Architecture: Mixture-of-Transformers with Qwen3-VL backbone. - Understanding pathway: causal self-attention on text (runs once, K/V cached) - Generation pathway: cross-attention on visual latents and optional transfer-control, action, and sound latents (runs each step)

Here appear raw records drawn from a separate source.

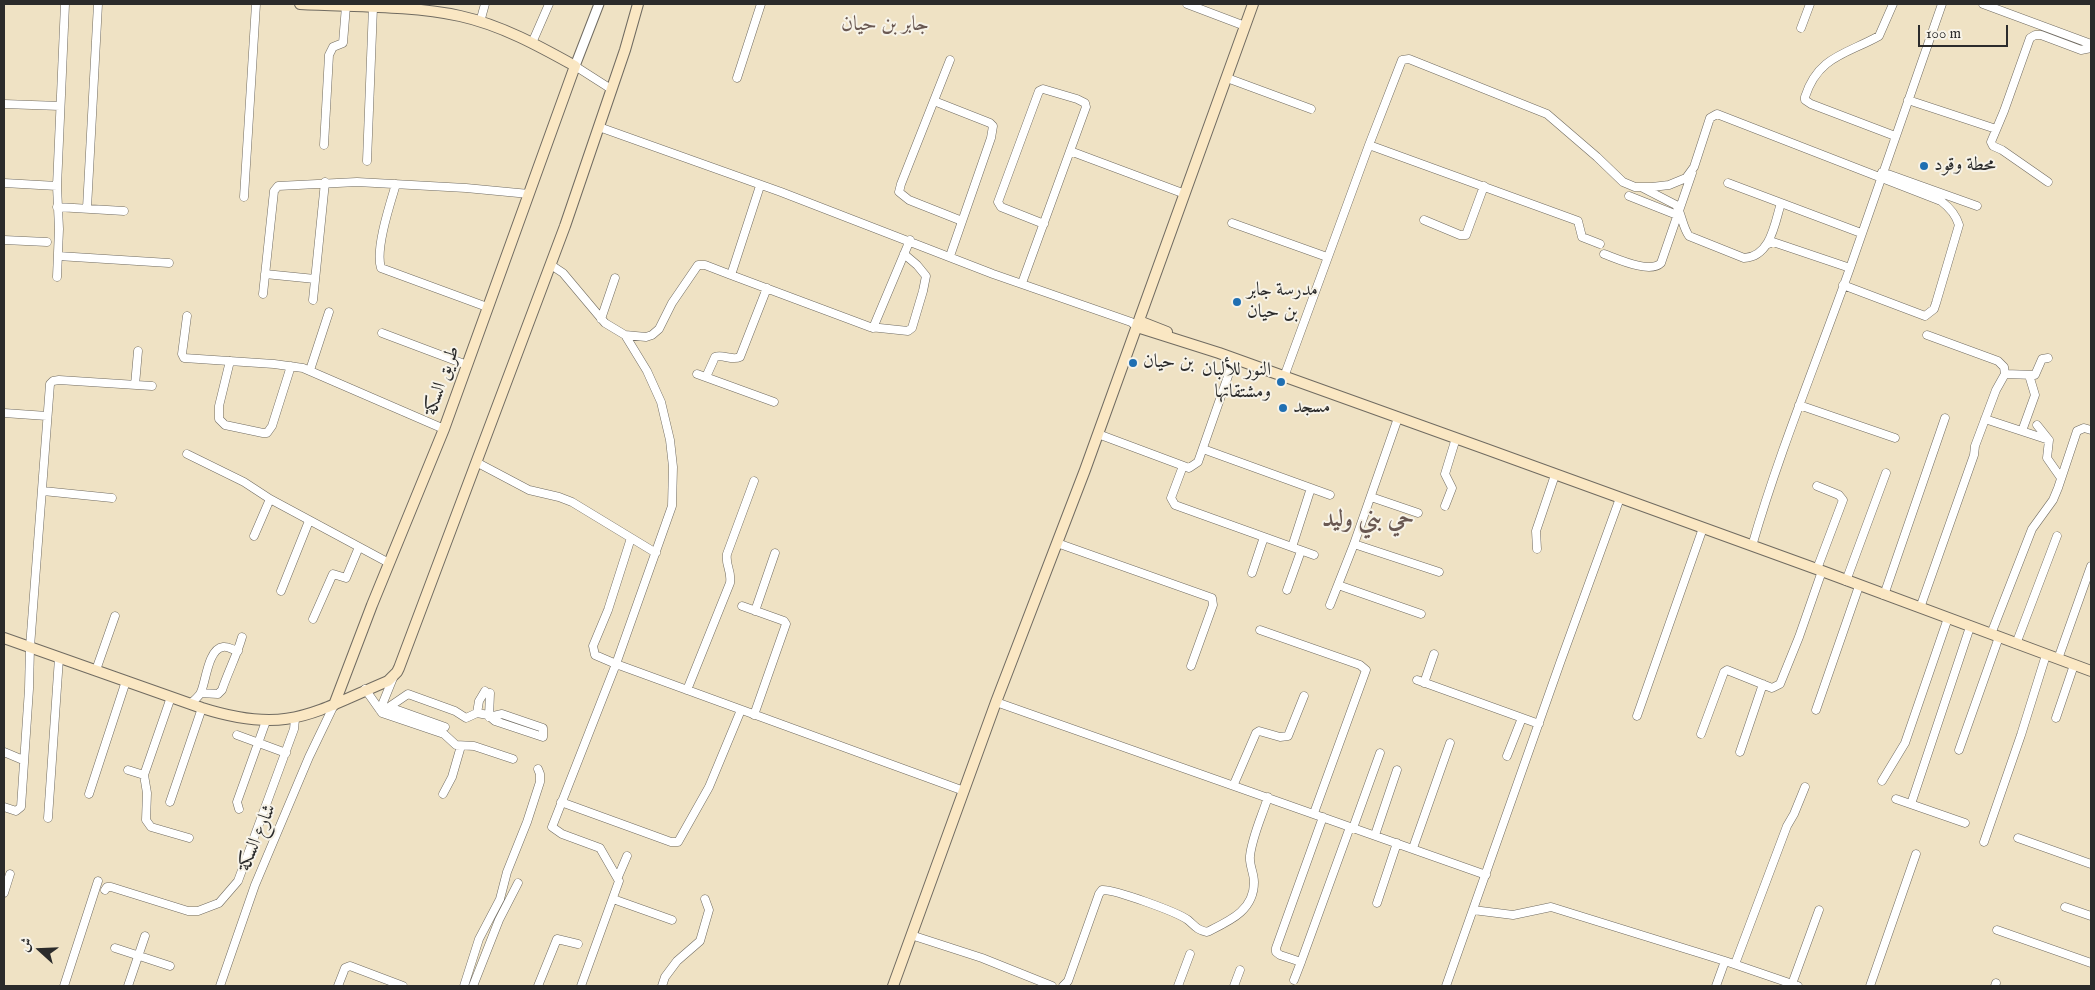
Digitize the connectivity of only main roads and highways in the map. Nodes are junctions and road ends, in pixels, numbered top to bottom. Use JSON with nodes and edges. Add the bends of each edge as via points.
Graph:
{"nodes":[{"id":1,"x":300,"y":4,"type":"edge"},
{"id":2,"x":638,"y":4,"type":"edge"},
{"id":3,"x":1253,"y":4,"type":"edge"},
{"id":4,"x":349,"y":5,"type":"edge"},
{"id":5,"x":1137,"y":321,"type":"junction"},
{"id":6,"x":1155,"y":330,"type":"junction"},
{"id":7,"x":1132,"y":340,"type":"junction"},
{"id":8,"x":4,"y":638,"type":"edge"},
{"id":9,"x":2091,"y":671,"type":"edge"},
{"id":10,"x":334,"y":705,"type":"junction"},
{"id":11,"x":893,"y":986,"type":"edge"}],
"edges":[{"from":1,"to":4,"type":"main road"},
{"from":2,"to":10,"type":"main road","via":[[612,89],[550,265],[399,668],[388,681]]},
{"from":3,"to":5,"type":"main road"},
{"from":4,"to":10,"type":"main road","name":"طريق السكة","via":[[444,13],[480,22],[532,43],[575,66],[444,430]]},
{"from":5,"to":6,"type":"main road"},
{"from":5,"to":6,"type":"main road"},
{"from":5,"to":7,"type":"main road"},
{"from":6,"to":7,"type":"main road"},
{"from":6,"to":9,"type":"main road"},
{"from":7,"to":11,"type":"main road"},
{"from":8,"to":10,"type":"main road","via":[[190,704],[239,718],[266,721],[295,719]]}]}
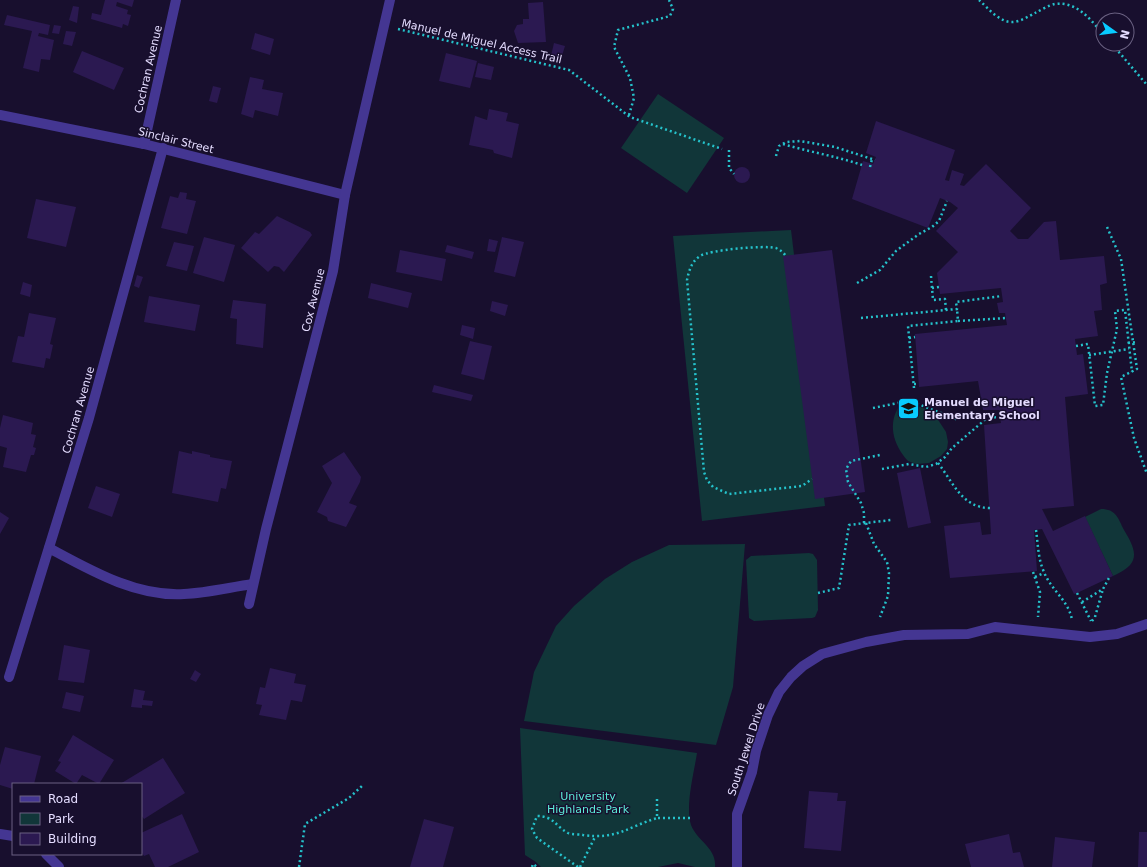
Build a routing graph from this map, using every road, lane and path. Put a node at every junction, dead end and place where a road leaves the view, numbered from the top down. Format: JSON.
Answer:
{"nodes":[{"id":1,"x":176,"y":0,"type":"edge"},
{"id":2,"x":390,"y":0,"type":"edge"},
{"id":3,"x":669,"y":0,"type":"edge"},
{"id":4,"x":979,"y":0,"type":"edge"},
{"id":5,"x":1095,"y":25,"type":"edge"},
{"id":6,"x":384,"y":26,"type":"junction"},
{"id":7,"x":1119,"y":52,"type":"edge"},
{"id":8,"x":1147,"y":85,"type":"edge"},
{"id":9,"x":0,"y":115,"type":"edge"},
{"id":10,"x":629,"y":115,"type":"junction"},
{"id":11,"x":144,"y":144,"type":"junction"},
{"id":12,"x":782,"y":144,"type":"junction"},
{"id":13,"x":163,"y":148,"type":"junction"},
{"id":14,"x":722,"y":149,"type":"dead end"},
{"id":15,"x":729,"y":150,"type":"dead end"},
{"id":16,"x":776,"y":156,"type":"dead end"},
{"id":17,"x":862,"y":165,"type":"dead end"},
{"id":18,"x":870,"y":167,"type":"dead end"},
{"id":19,"x":734,"y":174,"type":"dead end"},
{"id":20,"x":345,"y":195,"type":"junction"},
{"id":21,"x":947,"y":201,"type":"dead end"},
{"id":22,"x":1107,"y":227,"type":"dead end"},
{"id":23,"x":785,"y":255,"type":"dead end"},
{"id":24,"x":931,"y":276,"type":"dead end"},
{"id":25,"x":857,"y":283,"type":"dead end"},
{"id":26,"x":939,"y":287,"type":"dead end"},
{"id":27,"x":932,"y":288,"type":"junction"},
{"id":28,"x":1002,"y":296,"type":"dead end"},
{"id":29,"x":957,"y":308,"type":"junction"},
{"id":30,"x":946,"y":310,"type":"junction"},
{"id":31,"x":861,"y":318,"type":"dead end"},
{"id":32,"x":1006,"y":318,"type":"dead end"},
{"id":33,"x":958,"y":321,"type":"junction"},
{"id":34,"x":915,"y":337,"type":"dead end"},
{"id":35,"x":909,"y":338,"type":"junction"},
{"id":36,"x":1135,"y":342,"type":"junction"},
{"id":37,"x":1128,"y":343,"type":"junction"},
{"id":38,"x":1076,"y":346,"type":"dead end"},
{"id":39,"x":1129,"y":349,"type":"junction"},
{"id":40,"x":1111,"y":352,"type":"junction"},
{"id":41,"x":1089,"y":355,"type":"junction"},
{"id":42,"x":1132,"y":372,"type":"junction"},
{"id":43,"x":914,"y":384,"type":"junction"},
{"id":44,"x":919,"y":384,"type":"dead end"},
{"id":45,"x":914,"y":388,"type":"dead end"},
{"id":46,"x":874,"y":408,"type":"dead end"},
{"id":47,"x":1000,"y":417,"type":"dead end"},
{"id":48,"x":987,"y":418,"type":"junction"},
{"id":49,"x":880,"y":455,"type":"dead end"},
{"id":50,"x":938,"y":463,"type":"junction"},
{"id":51,"x":882,"y":469,"type":"dead end"},
{"id":52,"x":1147,"y":474,"type":"edge"},
{"id":53,"x":812,"y":479,"type":"dead end"},
{"id":54,"x":990,"y":508,"type":"dead end"},
{"id":55,"x":891,"y":520,"type":"dead end"},
{"id":56,"x":865,"y":523,"type":"junction"},
{"id":57,"x":1036,"y":530,"type":"dead end"},
{"id":58,"x":49,"y":548,"type":"junction"},
{"id":59,"x":1033,"y":572,"type":"dead end"},
{"id":60,"x":1044,"y":573,"type":"junction"},
{"id":61,"x":1035,"y":577,"type":"junction"},
{"id":62,"x":1109,"y":578,"type":"dead end"},
{"id":63,"x":253,"y":584,"type":"junction"},
{"id":64,"x":1103,"y":589,"type":"junction"},
{"id":65,"x":818,"y":593,"type":"dead end"},
{"id":66,"x":1077,"y":593,"type":"dead end"},
{"id":67,"x":1082,"y":602,"type":"junction"},
{"id":68,"x":249,"y":604,"type":"dead end"},
{"id":69,"x":880,"y":617,"type":"dead end"},
{"id":70,"x":1073,"y":622,"type":"dead end"},
{"id":71,"x":1037,"y":624,"type":"dead end"},
{"id":72,"x":1147,"y":624,"type":"edge"},
{"id":73,"x":9,"y":677,"type":"dead end"},
{"id":74,"x":362,"y":786,"type":"dead end"},
{"id":75,"x":657,"y":799,"type":"dead end"},
{"id":76,"x":657,"y":818,"type":"junction"},
{"id":77,"x":691,"y":818,"type":"dead end"},
{"id":78,"x":0,"y":834,"type":"edge"},
{"id":79,"x":12,"y":836,"type":"edge"},
{"id":80,"x":596,"y":837,"type":"junction"},
{"id":81,"x":47,"y":855,"type":"edge"},
{"id":82,"x":59,"y":867,"type":"edge"},
{"id":83,"x":299,"y":867,"type":"edge"},
{"id":84,"x":532,"y":867,"type":"edge"},
{"id":85,"x":537,"y":867,"type":"edge"},
{"id":86,"x":579,"y":867,"type":"edge"},
{"id":87,"x":736,"y":867,"type":"edge"}],
"edges":[{"from":1,"to":11,"type":"street","name":"Cochran Avenue"},
{"from":2,"to":6,"type":"street","name":"Cox Avenue"},
{"from":3,"to":10,"type":"path"},
{"from":4,"to":5,"type":"path"},
{"from":6,"to":10,"type":"path","name":"Manuel de Miguel Access Trail"},
{"from":6,"to":20,"type":"street","name":"Cox Avenue"},
{"from":7,"to":8,"type":"path"},
{"from":9,"to":11,"type":"street","name":"Sinclair Street"},
{"from":10,"to":14,"type":"path","name":"Manuel de Miguel Access Trail"},
{"from":11,"to":13,"type":"street","name":"Sinclair Street"},
{"from":12,"to":16,"type":"path"},
{"from":12,"to":17,"type":"path"},
{"from":12,"to":18,"type":"path"},
{"from":13,"to":20,"type":"street","name":"Sinclair Street"},
{"from":13,"to":58,"type":"street","name":"Cochran Avenue"},
{"from":15,"to":19,"type":"path"},
{"from":20,"to":63,"type":"street","name":"Cox Avenue"},
{"from":21,"to":25,"type":"path"},
{"from":22,"to":36,"type":"path"},
{"from":23,"to":53,"type":"path"},
{"from":24,"to":27,"type":"path"},
{"from":26,"to":27,"type":"path"},
{"from":27,"to":30,"type":"path"},
{"from":28,"to":29,"type":"path"},
{"from":29,"to":30,"type":"path"},
{"from":29,"to":33,"type":"path"},
{"from":30,"to":31,"type":"path"},
{"from":32,"to":33,"type":"path"},
{"from":33,"to":35,"type":"path"},
{"from":34,"to":35,"type":"path"},
{"from":35,"to":43,"type":"path"},
{"from":36,"to":37,"type":"path"},
{"from":36,"to":42,"type":"path"},
{"from":37,"to":39,"type":"path"},
{"from":37,"to":40,"type":"path"},
{"from":38,"to":41,"type":"path"},
{"from":39,"to":40,"type":"path"},
{"from":39,"to":42,"type":"path"},
{"from":40,"to":41,"type":"path"},
{"from":40,"to":41,"type":"path"},
{"from":42,"to":52,"type":"path"},
{"from":43,"to":44,"type":"path"},
{"from":43,"to":45,"type":"path"},
{"from":46,"to":48,"type":"path"},
{"from":47,"to":48,"type":"path"},
{"from":48,"to":50,"type":"path"},
{"from":49,"to":56,"type":"path"},
{"from":50,"to":51,"type":"path"},
{"from":50,"to":54,"type":"path"},
{"from":55,"to":56,"type":"path"},
{"from":56,"to":65,"type":"path"},
{"from":56,"to":69,"type":"path"},
{"from":57,"to":60,"type":"path"},
{"from":58,"to":63,"type":"street"},
{"from":58,"to":73,"type":"street","name":"Cochran Avenue"},
{"from":59,"to":61,"type":"path"},
{"from":60,"to":61,"type":"path"},
{"from":60,"to":70,"type":"path"},
{"from":61,"to":71,"type":"path"},
{"from":62,"to":64,"type":"path"},
{"from":63,"to":68,"type":"street","name":"Cox Avenue"},
{"from":64,"to":67,"type":"path"},
{"from":64,"to":67,"type":"path"},
{"from":66,"to":67,"type":"path"},
{"from":72,"to":87,"type":"street","name":"South Jewel Drive"},
{"from":74,"to":83,"type":"path"},
{"from":75,"to":76,"type":"path"},
{"from":76,"to":77,"type":"path"},
{"from":76,"to":80,"type":"path"},
{"from":78,"to":79,"type":"street"},
{"from":80,"to":86,"type":"path"},
{"from":80,"to":86,"type":"path"},
{"from":81,"to":82,"type":"street"},
{"from":84,"to":85,"type":"path"}]}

Supports T2V, I2V, V2V, T2I, transfer, sound-enabled video, and action generation from the same class. Mode is selected at runtime:

T2I when prompt["modalities"] contains "image". Latent T-dim is forced to 1, T2I-specific scheduler defaults are applied (50 steps, flow_shift=3.0, guidance_interval=[400, 1000]), the duration template is suppressed, and post-process emits PIL images.
I2V when the request supplies a preprocessed image via multi_modal_data['image'] (handled by :func:get_cosmos3_pre_process_func) and the requested output modality is not image. Frame 0 of the initial latent is set to the VAE-encoded conditioning image, frame-0 noise predictions are masked to zero, and the clean image latent is re-injected at frame 0 after each scheduler step.
V2V when the request supplies a preprocessed video via multi_modal_data['video'] without an action mode. Explicit latent frame indexes are kept clean with noisy_frame_mask and re-injected after each scheduler step.
Transfer when edge, blur, depth, seg, or wsm hints are supplied. Transfer is video-output only and cannot be combined with sound or action generation.
Sound-enabled video when generate_sound or sound_gen is true. Sound is generated from sound latents, not from multi_modal_data['audio']; T2I, transfer, and action+sound are rejected.
Action generation when action_mode is provided. policy and forward_dynamics require an image or video input; inverse_dynamics requires video input. Action predictions are returned in custom_output. RoboLab/OpenPI observations in extra_args['robot_obs'] or extra_args['observation'] return action-only custom output.
T2V otherwise (default video generation).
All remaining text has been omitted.